Q: You work with the big frontier labs, including Anthropic and OpenAI. How do you see their strategies evolving?

Samuel Colvin: “A year ago, what they cared about was revenue. So anything you can do to use our inference is great. Now when one assumes they’re both trying to IPO, their profit margin becomes really important. And if you want a margin, then what you don’t want is to compete just on model quality because at that point you need to spend masses of money training the best model and you need to provide inference on that model as cheaply as possible. So they are doing their very best to find ways of locking people in that are not related to model quality. That’s where I think Claude Code and Codex and all that work is coming from.”

Q: How are OpenAI and Anthropic moving beyond model performance as a route to success?

Samuel Colvin: “The reason we have Codex and Claude Code discounts — $200 a month subscriptions when you are actually spending maybe thousands on inference with that subscription — is obvious. They’re trying to grow market share. They’re trying to get as much usage as possible. There’s perhaps a more profound thing they may be trying to do, though. Once customers have these enormous code bases, which would be basically written AI, you get to a point where you can’t maintain them as a human. If I’ve used AI to generate 20,000 lines of code overnight, I can use a model to go and fix that, but as a human, I can’t ever go and maintain that code.”

With such huge code bases, corporate customers will have to keep using these AI coding services from Anthropic and OpenAI. Then, once that usage is locked in, these companies will likely raise prices, Colvin told me.

Q: How are these coding offerings from OpenAI and Anthropic changing?

Samuel Colvin: “My personal guess is that, fairly soon, they’re going to say, ‘if you use us through a corporate subscription, we don’t just do the coding generation and coding agent stuff, we’ll also store the traces or trajectories of the full exchange between users and the model as it’s writing code.’ And then you will have a database where you can look up, for any line of code in your code base, the intent when that code was written. The argument will be that it’s really useful, and that it makes coding agents even better. And then they’ll probably say, ‘we give you that for free, but you can’t export it.’ So now you’re locked into whoever you’re using for that across the whole business.”

Q: Explain this a little more. How would this work?

Samuel Colvin: “Imagine you have a software bug. You have some odd behavior on some line of code. Maybe the developer, human or AI, who wrote that line of code left a helpful explaining comment about what was going on there. Now you can have too many comments. You can have five lines of comments for every line of code and it gets impossible to read.

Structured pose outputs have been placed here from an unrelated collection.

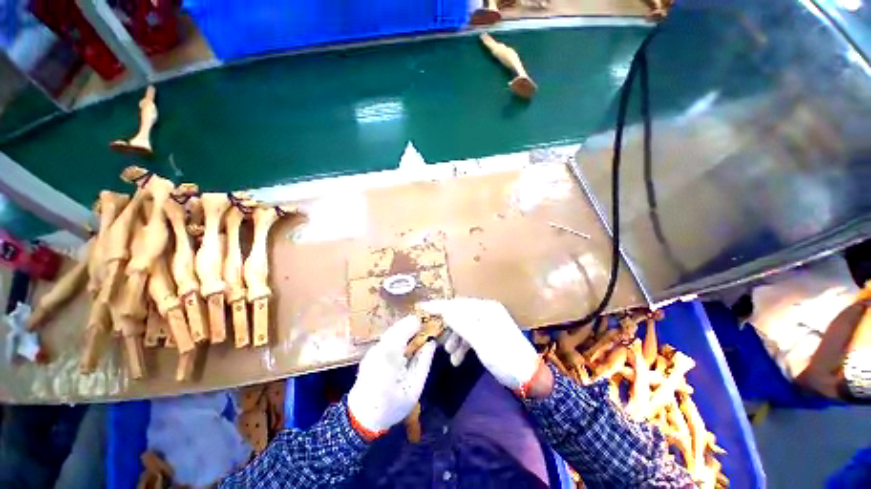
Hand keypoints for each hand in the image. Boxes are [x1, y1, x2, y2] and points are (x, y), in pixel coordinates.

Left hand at [347, 315, 436, 435]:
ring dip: (406, 329)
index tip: (432, 325)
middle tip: (427, 329)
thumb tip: (432, 343)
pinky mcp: (370, 352)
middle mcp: (380, 347)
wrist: (361, 418)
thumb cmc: (391, 406)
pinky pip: (387, 337)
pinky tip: (405, 344)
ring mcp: (373, 348)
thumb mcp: (414, 388)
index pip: (406, 328)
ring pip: (392, 330)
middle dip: (413, 324)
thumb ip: (423, 362)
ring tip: (418, 334)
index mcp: (390, 355)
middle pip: (398, 326)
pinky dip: (398, 335)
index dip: (419, 324)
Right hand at [420, 298, 539, 389]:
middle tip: (435, 336)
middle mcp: (486, 312)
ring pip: (463, 325)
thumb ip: (462, 324)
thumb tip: (444, 311)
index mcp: (486, 309)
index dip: (440, 306)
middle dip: (447, 325)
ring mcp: (488, 323)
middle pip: (460, 314)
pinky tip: (457, 359)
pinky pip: (470, 335)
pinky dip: (462, 345)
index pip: (458, 304)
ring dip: (454, 338)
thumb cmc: (505, 357)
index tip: (422, 308)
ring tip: (449, 353)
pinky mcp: (488, 334)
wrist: (528, 377)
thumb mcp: (482, 342)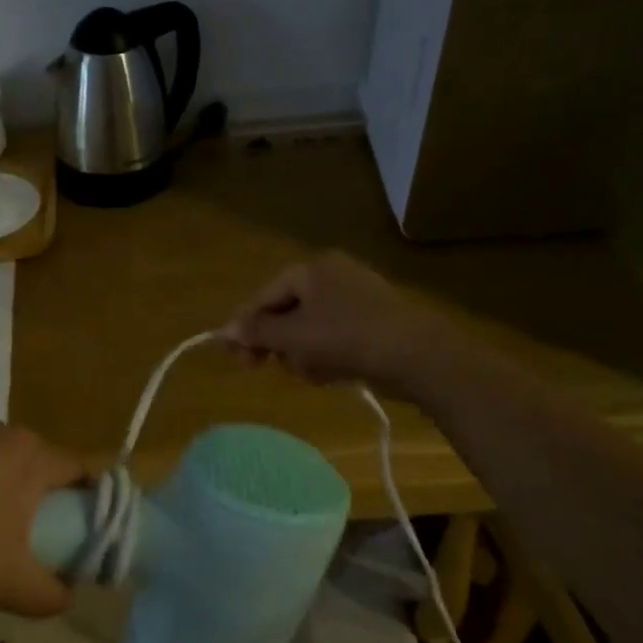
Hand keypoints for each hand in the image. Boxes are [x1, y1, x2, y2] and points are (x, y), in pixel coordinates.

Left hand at [0, 416, 79, 617]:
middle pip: (47, 468)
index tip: (88, 542)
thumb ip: (53, 594)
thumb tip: (67, 591)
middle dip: (52, 508)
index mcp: (30, 451)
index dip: (95, 507)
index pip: (85, 471)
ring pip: (9, 468)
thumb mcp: (11, 583)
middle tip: (44, 549)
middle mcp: (1, 430)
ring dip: (14, 502)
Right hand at [221, 251, 442, 391]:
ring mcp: (356, 298)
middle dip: (277, 343)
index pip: (264, 296)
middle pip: (285, 313)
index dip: (244, 326)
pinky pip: (333, 338)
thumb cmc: (347, 337)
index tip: (233, 356)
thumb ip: (256, 332)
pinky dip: (327, 356)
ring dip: (302, 354)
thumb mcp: (293, 336)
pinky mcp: (373, 322)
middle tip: (262, 368)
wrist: (418, 355)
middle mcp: (333, 276)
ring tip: (314, 372)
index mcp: (312, 269)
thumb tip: (224, 330)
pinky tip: (333, 374)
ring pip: (308, 330)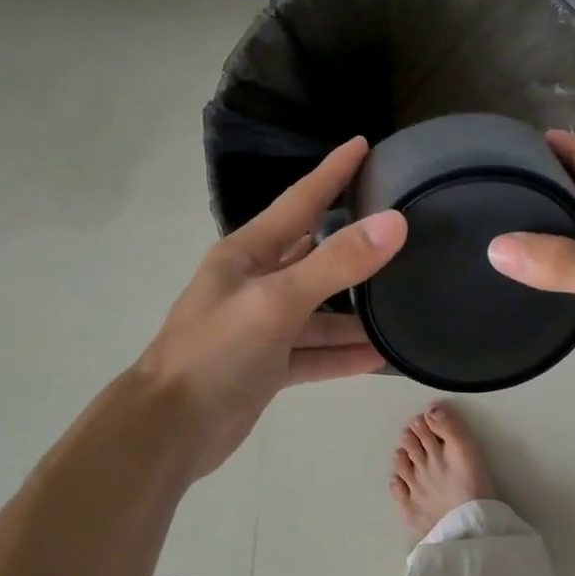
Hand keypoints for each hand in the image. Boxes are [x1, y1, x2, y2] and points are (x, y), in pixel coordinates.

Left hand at [131, 137, 406, 478]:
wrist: (170, 430)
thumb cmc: (216, 353)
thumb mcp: (278, 301)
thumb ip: (336, 263)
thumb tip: (395, 223)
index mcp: (248, 254)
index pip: (300, 201)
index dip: (332, 173)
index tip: (364, 144)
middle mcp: (256, 283)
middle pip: (315, 255)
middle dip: (354, 244)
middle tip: (401, 229)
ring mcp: (262, 327)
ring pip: (320, 311)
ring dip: (356, 313)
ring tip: (404, 305)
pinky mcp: (268, 366)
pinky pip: (315, 352)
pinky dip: (343, 354)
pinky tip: (380, 356)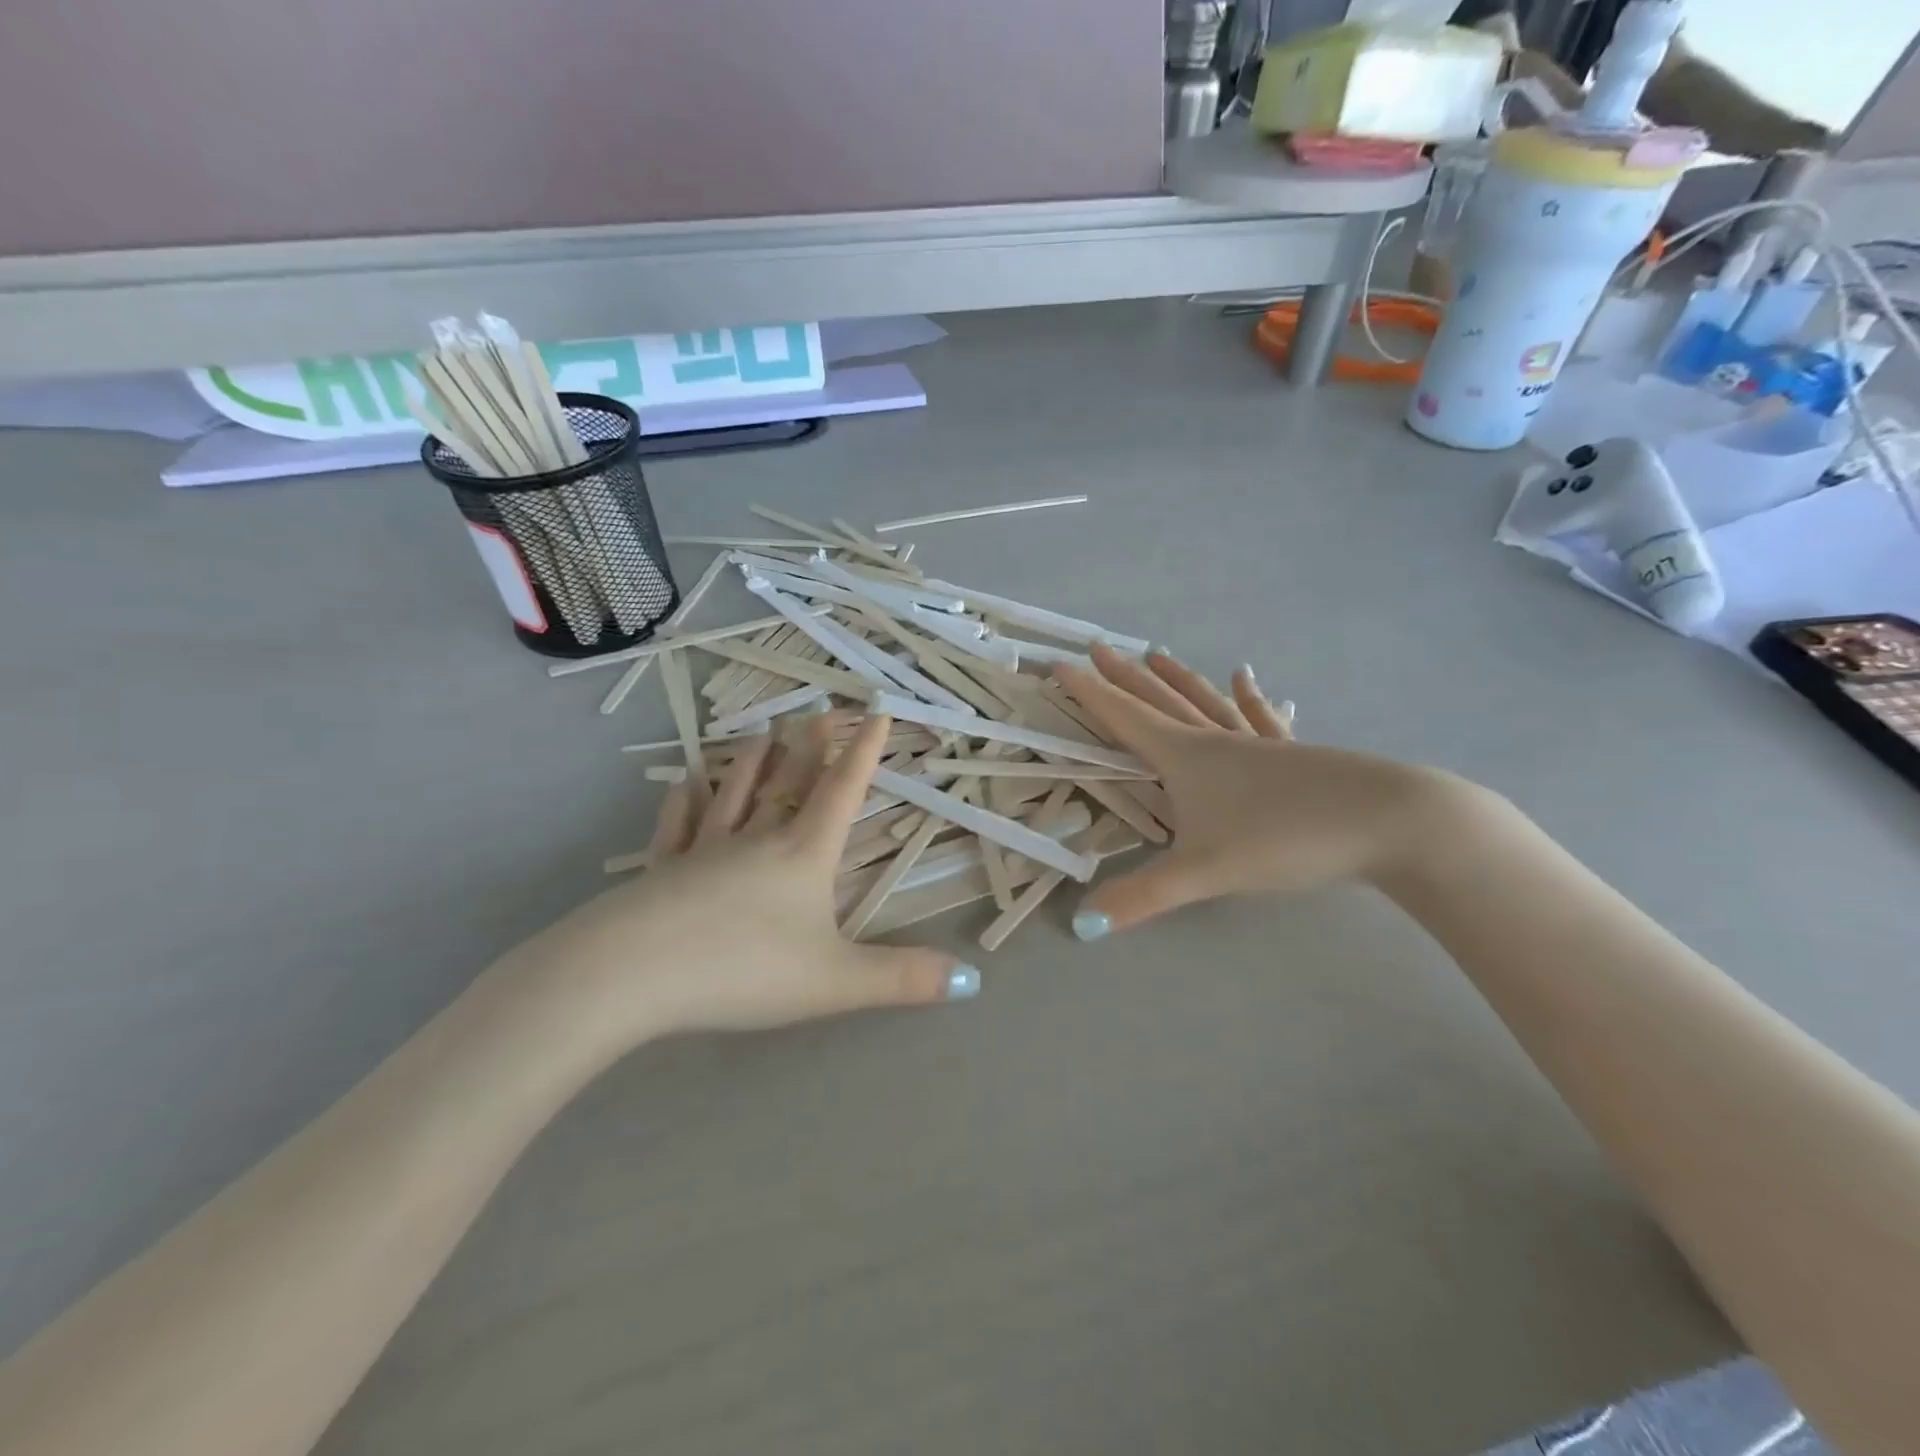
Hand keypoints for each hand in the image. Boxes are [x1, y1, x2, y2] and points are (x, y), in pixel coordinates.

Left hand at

But imagine if I could click on that line of code and see the full exchange that my colleague had with the AI model to write that line of code, along with all of the reasoning, including the reasoning from the model, the input from the human, therefore a full explanation. Now I have this much richer understanding of the intent behind my code base. And so going in and changing that line of code becomes lower risk because I can know what someone was trying to do when they wrote it and work out whether that’s really a bug or whether that’s some intended piece of behavior.

“I think this idea of basically ‘we store your trajectories and we give you some database of your trajectories’ is attractive and valuable. Those two things are not necessarily the same, but on this occasion, it will be actually valuable as well as being attractive.”